:: PROVIDED MATERIAL ::

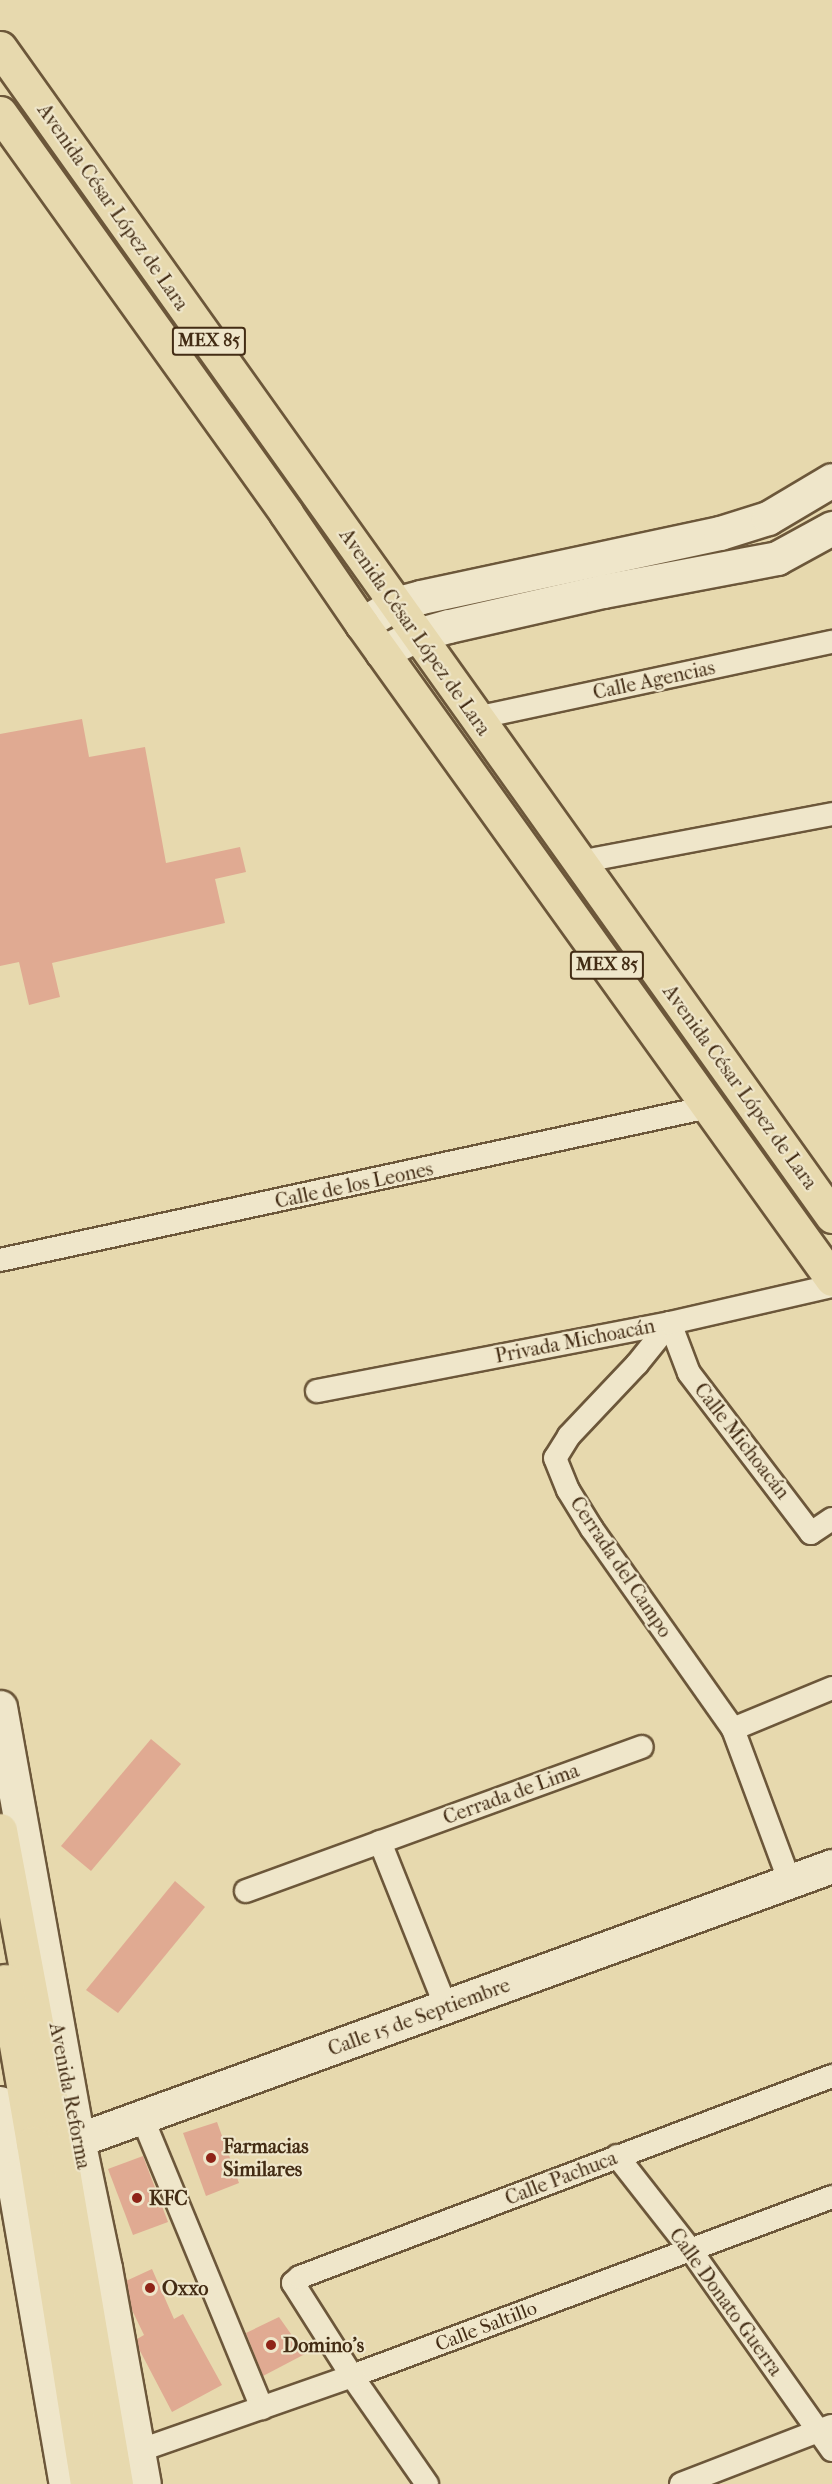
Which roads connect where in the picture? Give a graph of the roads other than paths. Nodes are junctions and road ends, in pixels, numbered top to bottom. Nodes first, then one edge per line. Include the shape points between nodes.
1 (0, 48) edge
2 (0, 112) edge
3 (832, 480) edge
4 (832, 528) edge
5 (599, 559) junction
6 (603, 591) junction
7 (395, 604) junction
8 (362, 624) junction
9 (417, 635) junction
10 (832, 642) edge
11 (382, 652) junction
12 (476, 718) junction
13 (832, 814) edge
14 (579, 862) junction
15 (708, 1107) junction
16 (832, 1216) edge
17 (0, 1260) edge
18 (832, 1279) edge
19 (832, 1286) edge
20 (670, 1323) junction
21 (317, 1391) dead end
22 (832, 1519) edge
23 (832, 1688) edge
24 (0, 1707) edge
25 (733, 1729) junction
26 (642, 1747) dead end
27 (0, 1830) edge
28 (380, 1842) junction
29 (832, 1866) edge
30 (790, 1882) junction
31 (246, 1891) dead end
32 (0, 1956) edge
33 (446, 2007) junction
34 (832, 2076) edge
35 (0, 2103) edge
36 (142, 2117) junction
37 (35, 2143) edge
38 (617, 2156) junction
39 (832, 2197) edge
40 (690, 2249) junction
41 (352, 2376) junction
42 (262, 2408) junction
43 (825, 2428) edge
44 (832, 2450) edge
45 (138, 2451) junction
46 (66, 2484) edge
47 (87, 2484) edge
48 (116, 2484) edge
49 (144, 2484) edge
50 (427, 2484) edge
51 (681, 2484) edge

1 - 7 main road, Avenida César López de Lara / MEX 85
2 - 8 main road, Avenida César López de Lara / MEX 85
3 - 5 street via 768,518 720,533
4 - 6 street via 777,558
5 - 6 street
5 - 7 street
6 - 9 street
7 - 8 street
7 - 9 main road, Avenida César López de Lara / MEX 85
8 - 11 main road, Avenida César López de Lara / MEX 85
9 - 11 street
9 - 12 main road, Avenida César López de Lara / MEX 85
10 - 12 street, Calle Agencias
11 - 15 main road, Avenida César López de Lara / MEX 85
12 - 14 main road, Avenida César López de Lara / MEX 85
13 - 14 street
14 - 16 main road, Avenida César López de Lara / MEX 85
15 - 17 street, Calle de los Leones
15 - 18 main road, Avenida César López de Lara / MEX 85
19 - 20 street, Privada Michoacán
20 - 21 street, Privada Michoacán
20 - 22 street, Calle Michoacán via 689,1373 811,1533
20 - 25 street, Cerrada del Campo via 569,1436 555,1458 568,1490 592,1529
23 - 25 street
24 - 37 street, Avenida Reforma
25 - 30 street, Cerrada del Campo
26 - 28 street, Cerrada de Lima
27 - 37 main road, Avenida Reforma
28 - 31 street, Cerrada de Lima
28 - 33 street
29 - 30 street, Calle 15 de Septiembre
30 - 33 street, Calle 15 de Septiembre
32 - 37 main road, Avenida Reforma
33 - 36 street, Calle 15 de Septiembre
34 - 38 street, Calle Pachuca
35 - 37 street, Avenida Reforma
36 - 37 street, Calle 15 de Septiembre
36 - 42 street
37 - 45 street, Avenida Reforma via 105,2268
37 - 46 street, Avenida Reforma
37 - 47 main road, Avenida Reforma
37 - 48 main road, Avenida Reforma
38 - 40 street, Calle Donato Guerra
38 - 41 street, Calle Pachuca via 300,2277 293,2283
39 - 40 street, Calle Saltillo
40 - 41 street, Calle Saltillo
40 - 43 street, Calle Donato Guerra
41 - 42 street, Calle Saltillo
41 - 50 street
42 - 45 street, Calle Saltillo
43 - 44 street, Calle Donato Guerra
43 - 51 street
45 - 49 street, Avenida Reforma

:::

YOUR INSTRUCTIONS:
From the first record above to the last, output each one exactly and omit the pictures.

ANSWER SECTION:
Which roads connect where in the picture? Give a graph of the roads other than paths. Nodes are junctions and road ends, in pixels, numbered top to bottom. Nodes first, then one edge per line. Include the shape points between nodes.
1 (0, 48) edge
2 (0, 112) edge
3 (832, 480) edge
4 (832, 528) edge
5 (599, 559) junction
6 (603, 591) junction
7 (395, 604) junction
8 (362, 624) junction
9 (417, 635) junction
10 (832, 642) edge
11 (382, 652) junction
12 (476, 718) junction
13 (832, 814) edge
14 (579, 862) junction
15 (708, 1107) junction
16 (832, 1216) edge
17 (0, 1260) edge
18 (832, 1279) edge
19 (832, 1286) edge
20 (670, 1323) junction
21 (317, 1391) dead end
22 (832, 1519) edge
23 (832, 1688) edge
24 (0, 1707) edge
25 (733, 1729) junction
26 (642, 1747) dead end
27 (0, 1830) edge
28 (380, 1842) junction
29 (832, 1866) edge
30 (790, 1882) junction
31 (246, 1891) dead end
32 (0, 1956) edge
33 (446, 2007) junction
34 (832, 2076) edge
35 (0, 2103) edge
36 (142, 2117) junction
37 (35, 2143) edge
38 (617, 2156) junction
39 (832, 2197) edge
40 (690, 2249) junction
41 (352, 2376) junction
42 (262, 2408) junction
43 (825, 2428) edge
44 (832, 2450) edge
45 (138, 2451) junction
46 (66, 2484) edge
47 (87, 2484) edge
48 (116, 2484) edge
49 (144, 2484) edge
50 (427, 2484) edge
51 (681, 2484) edge

1 - 7 main road, Avenida César López de Lara / MEX 85
2 - 8 main road, Avenida César López de Lara / MEX 85
3 - 5 street via 768,518 720,533
4 - 6 street via 777,558
5 - 6 street
5 - 7 street
6 - 9 street
7 - 8 street
7 - 9 main road, Avenida César López de Lara / MEX 85
8 - 11 main road, Avenida César López de Lara / MEX 85
9 - 11 street
9 - 12 main road, Avenida César López de Lara / MEX 85
10 - 12 street, Calle Agencias
11 - 15 main road, Avenida César López de Lara / MEX 85
12 - 14 main road, Avenida César López de Lara / MEX 85
13 - 14 street
14 - 16 main road, Avenida César López de Lara / MEX 85
15 - 17 street, Calle de los Leones
15 - 18 main road, Avenida César López de Lara / MEX 85
19 - 20 street, Privada Michoacán
20 - 21 street, Privada Michoacán
20 - 22 street, Calle Michoacán via 689,1373 811,1533
20 - 25 street, Cerrada del Campo via 569,1436 555,1458 568,1490 592,1529
23 - 25 street
24 - 37 street, Avenida Reforma
25 - 30 street, Cerrada del Campo
26 - 28 street, Cerrada de Lima
27 - 37 main road, Avenida Reforma
28 - 31 street, Cerrada de Lima
28 - 33 street
29 - 30 street, Calle 15 de Septiembre
30 - 33 street, Calle 15 de Septiembre
32 - 37 main road, Avenida Reforma
33 - 36 street, Calle 15 de Septiembre
34 - 38 street, Calle Pachuca
35 - 37 street, Avenida Reforma
36 - 37 street, Calle 15 de Septiembre
36 - 42 street
37 - 45 street, Avenida Reforma via 105,2268
37 - 46 street, Avenida Reforma
37 - 47 main road, Avenida Reforma
37 - 48 main road, Avenida Reforma
38 - 40 street, Calle Donato Guerra
38 - 41 street, Calle Pachuca via 300,2277 293,2283
39 - 40 street, Calle Saltillo
40 - 41 street, Calle Saltillo
40 - 43 street, Calle Donato Guerra
41 - 42 street, Calle Saltillo
41 - 50 street
42 - 45 street, Calle Saltillo
43 - 44 street, Calle Donato Guerra
43 - 51 street
45 - 49 street, Avenida Reforma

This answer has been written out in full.